Bolsonaro está fadado a ter muitas dificuldades com o Congresso. Atender a todos os pedidos é fatal; rejeitá-los significa o isolamento

Por Fernando Gabeira
Atualizado em 30 jul 2020, 19h37 - Publicado em 28 jun 2019, 15h02

Fernando Gabeira (publicado no Estadão)

Neste primeiro período de governo, Jair Bolsonaro afirmou que a cadeira do presidente era sua kryptonita, o metal que enfraquece o super-homem nas histórias em quadrinho. Mais tarde, ele disse que estavam querendo transformá-lo na rainha da Inglaterra. Ambas as afirmações convergem para sua ansiedade sobre o poder escapando entre os dedos. E remetem às primeiras discussões após sua vitória eleitoral.

Naquele momento, a esperança era de que os contrapesos democráticos contivessem Bolsonaro. Da mesma forma que se esperava, guardadas as proporções, que isso acontecesse com Trump nos Estados Unidos.

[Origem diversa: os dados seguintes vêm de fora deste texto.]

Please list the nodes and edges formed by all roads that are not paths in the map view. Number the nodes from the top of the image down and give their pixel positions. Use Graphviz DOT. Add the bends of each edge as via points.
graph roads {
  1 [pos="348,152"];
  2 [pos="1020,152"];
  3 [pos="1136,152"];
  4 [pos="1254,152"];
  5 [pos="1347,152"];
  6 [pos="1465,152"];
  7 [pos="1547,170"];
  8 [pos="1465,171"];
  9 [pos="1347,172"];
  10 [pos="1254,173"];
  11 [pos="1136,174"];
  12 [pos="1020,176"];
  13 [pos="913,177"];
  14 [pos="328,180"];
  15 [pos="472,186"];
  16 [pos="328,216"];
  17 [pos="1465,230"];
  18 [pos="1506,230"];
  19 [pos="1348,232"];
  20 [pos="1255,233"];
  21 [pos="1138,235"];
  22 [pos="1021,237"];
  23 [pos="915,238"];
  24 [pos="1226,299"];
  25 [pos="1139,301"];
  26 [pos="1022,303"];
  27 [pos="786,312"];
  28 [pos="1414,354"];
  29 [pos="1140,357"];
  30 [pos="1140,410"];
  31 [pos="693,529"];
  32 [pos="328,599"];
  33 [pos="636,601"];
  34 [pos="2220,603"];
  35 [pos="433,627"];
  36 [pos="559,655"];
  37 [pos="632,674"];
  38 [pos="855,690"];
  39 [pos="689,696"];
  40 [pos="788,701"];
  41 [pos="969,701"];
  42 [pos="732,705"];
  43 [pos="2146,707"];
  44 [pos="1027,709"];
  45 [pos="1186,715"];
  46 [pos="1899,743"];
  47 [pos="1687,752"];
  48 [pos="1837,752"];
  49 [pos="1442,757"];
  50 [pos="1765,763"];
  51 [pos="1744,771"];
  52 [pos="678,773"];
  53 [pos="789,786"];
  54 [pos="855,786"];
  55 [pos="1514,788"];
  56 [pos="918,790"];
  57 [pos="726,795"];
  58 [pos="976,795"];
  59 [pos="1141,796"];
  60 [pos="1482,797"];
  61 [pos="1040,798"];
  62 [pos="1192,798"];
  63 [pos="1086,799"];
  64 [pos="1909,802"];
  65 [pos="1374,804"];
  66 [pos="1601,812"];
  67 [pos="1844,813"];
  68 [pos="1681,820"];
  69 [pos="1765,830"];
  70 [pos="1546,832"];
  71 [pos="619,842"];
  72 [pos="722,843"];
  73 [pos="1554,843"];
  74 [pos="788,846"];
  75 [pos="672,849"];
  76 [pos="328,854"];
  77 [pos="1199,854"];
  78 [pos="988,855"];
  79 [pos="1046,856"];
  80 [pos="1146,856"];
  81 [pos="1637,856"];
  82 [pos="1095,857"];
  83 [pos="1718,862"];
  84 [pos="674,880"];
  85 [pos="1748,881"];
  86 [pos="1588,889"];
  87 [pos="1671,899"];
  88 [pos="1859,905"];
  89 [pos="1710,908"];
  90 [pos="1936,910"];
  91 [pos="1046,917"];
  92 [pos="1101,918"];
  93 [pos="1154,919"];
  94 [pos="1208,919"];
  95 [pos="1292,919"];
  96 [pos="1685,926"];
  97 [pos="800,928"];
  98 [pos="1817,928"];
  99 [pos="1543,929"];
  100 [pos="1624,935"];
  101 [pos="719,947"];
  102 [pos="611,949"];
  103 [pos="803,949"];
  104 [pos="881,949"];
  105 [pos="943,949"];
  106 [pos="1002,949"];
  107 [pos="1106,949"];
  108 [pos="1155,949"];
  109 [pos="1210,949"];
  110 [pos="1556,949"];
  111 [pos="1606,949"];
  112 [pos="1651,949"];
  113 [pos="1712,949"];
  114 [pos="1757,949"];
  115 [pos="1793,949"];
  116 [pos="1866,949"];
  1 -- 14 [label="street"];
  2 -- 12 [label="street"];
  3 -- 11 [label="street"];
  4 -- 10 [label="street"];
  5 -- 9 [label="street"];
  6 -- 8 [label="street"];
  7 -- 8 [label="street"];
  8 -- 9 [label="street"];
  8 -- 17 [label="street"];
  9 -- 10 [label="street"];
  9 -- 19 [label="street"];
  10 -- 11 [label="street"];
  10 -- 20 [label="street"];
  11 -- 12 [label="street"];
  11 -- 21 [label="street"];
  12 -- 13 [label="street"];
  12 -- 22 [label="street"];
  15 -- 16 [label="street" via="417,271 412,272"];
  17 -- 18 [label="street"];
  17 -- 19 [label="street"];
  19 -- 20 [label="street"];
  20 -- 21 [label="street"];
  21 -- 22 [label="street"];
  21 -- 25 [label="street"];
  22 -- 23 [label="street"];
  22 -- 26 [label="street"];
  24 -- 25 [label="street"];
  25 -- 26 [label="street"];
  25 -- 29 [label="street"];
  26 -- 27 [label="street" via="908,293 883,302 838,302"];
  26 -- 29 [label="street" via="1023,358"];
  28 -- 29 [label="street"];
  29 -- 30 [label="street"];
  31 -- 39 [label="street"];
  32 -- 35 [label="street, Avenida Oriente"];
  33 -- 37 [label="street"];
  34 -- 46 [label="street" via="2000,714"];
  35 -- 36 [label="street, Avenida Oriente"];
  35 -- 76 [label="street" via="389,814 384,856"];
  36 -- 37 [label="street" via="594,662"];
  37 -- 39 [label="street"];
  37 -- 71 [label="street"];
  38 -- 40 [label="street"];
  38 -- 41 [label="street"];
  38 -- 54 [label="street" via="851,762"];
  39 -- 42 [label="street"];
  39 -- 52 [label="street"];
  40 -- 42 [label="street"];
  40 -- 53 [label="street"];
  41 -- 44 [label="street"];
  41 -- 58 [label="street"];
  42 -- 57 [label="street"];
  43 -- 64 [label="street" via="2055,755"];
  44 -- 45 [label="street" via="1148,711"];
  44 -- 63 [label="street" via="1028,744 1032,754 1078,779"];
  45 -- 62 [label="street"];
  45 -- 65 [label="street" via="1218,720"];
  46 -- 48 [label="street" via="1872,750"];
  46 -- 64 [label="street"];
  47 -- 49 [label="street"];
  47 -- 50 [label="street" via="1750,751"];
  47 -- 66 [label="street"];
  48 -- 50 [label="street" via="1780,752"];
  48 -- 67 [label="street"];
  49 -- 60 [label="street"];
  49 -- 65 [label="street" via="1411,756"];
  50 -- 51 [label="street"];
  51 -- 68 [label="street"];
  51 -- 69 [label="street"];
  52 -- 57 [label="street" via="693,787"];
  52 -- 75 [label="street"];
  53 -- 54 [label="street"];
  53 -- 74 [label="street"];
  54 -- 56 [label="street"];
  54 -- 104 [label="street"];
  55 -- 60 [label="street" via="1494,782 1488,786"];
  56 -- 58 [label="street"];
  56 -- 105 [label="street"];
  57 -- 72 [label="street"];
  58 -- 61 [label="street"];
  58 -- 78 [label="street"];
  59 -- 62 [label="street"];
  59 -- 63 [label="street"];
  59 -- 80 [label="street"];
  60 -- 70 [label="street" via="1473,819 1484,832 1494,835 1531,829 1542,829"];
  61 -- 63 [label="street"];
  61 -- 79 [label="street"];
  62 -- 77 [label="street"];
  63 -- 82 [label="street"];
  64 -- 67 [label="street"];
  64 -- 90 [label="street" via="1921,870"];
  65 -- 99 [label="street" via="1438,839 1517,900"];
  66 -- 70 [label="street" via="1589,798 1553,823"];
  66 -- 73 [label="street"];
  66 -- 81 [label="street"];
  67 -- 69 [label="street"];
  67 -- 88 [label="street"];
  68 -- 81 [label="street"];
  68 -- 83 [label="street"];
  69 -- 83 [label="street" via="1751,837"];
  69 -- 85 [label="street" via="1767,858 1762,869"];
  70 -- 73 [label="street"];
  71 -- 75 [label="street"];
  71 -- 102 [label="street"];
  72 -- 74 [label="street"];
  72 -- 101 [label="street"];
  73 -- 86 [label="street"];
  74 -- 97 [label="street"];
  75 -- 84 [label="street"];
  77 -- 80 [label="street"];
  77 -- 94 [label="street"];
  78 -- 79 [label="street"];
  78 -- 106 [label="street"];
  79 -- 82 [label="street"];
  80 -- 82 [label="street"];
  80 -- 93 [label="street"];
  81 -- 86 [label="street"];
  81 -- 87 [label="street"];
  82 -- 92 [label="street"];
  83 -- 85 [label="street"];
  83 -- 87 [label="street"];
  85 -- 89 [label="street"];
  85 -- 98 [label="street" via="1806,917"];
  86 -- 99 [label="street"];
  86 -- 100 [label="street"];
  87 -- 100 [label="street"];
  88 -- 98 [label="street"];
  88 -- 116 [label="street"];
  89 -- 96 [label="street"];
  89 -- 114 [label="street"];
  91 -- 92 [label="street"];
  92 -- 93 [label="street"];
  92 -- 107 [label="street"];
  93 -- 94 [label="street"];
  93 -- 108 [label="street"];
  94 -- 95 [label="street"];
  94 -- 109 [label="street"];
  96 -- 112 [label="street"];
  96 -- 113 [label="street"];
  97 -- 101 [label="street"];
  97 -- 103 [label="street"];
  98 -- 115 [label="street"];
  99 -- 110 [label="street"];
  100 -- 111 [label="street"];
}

Na verdade, Bolsonaro foi contido pelo menos sete vezes pelo Congresso e pelo Supremo Tribunal Federal (STF). É verdade que muitas de suas propostas foram lançadas para mostrar ao eleitorado que cumpria as promessas de campanha. Mas foram propostas que desprezaram as necessárias negociações. Parece que Bolsonaro não se importa em perder ou conseguir pelo menos alguma eficácia. Ele quer mostrar que suas ideias morrem no Congresso ou são rejeitadas pelo Supremo.

São coisas tão elementares que qualquer assessoria jurídica desaconselharia. Por exemplo: tentar com uma nova medida provisória passar a demarcação de terras indígenas para o Ministério da Agricultura. Isso havia sido negado e ele reeditou a medida, algo que não pode ser feito na mesma legislatura.

Na verdade, não o estão tornando uma rainha da Inglaterra. Uma combinação de incompetência e arrogância o conduz a sucessivas derrotas.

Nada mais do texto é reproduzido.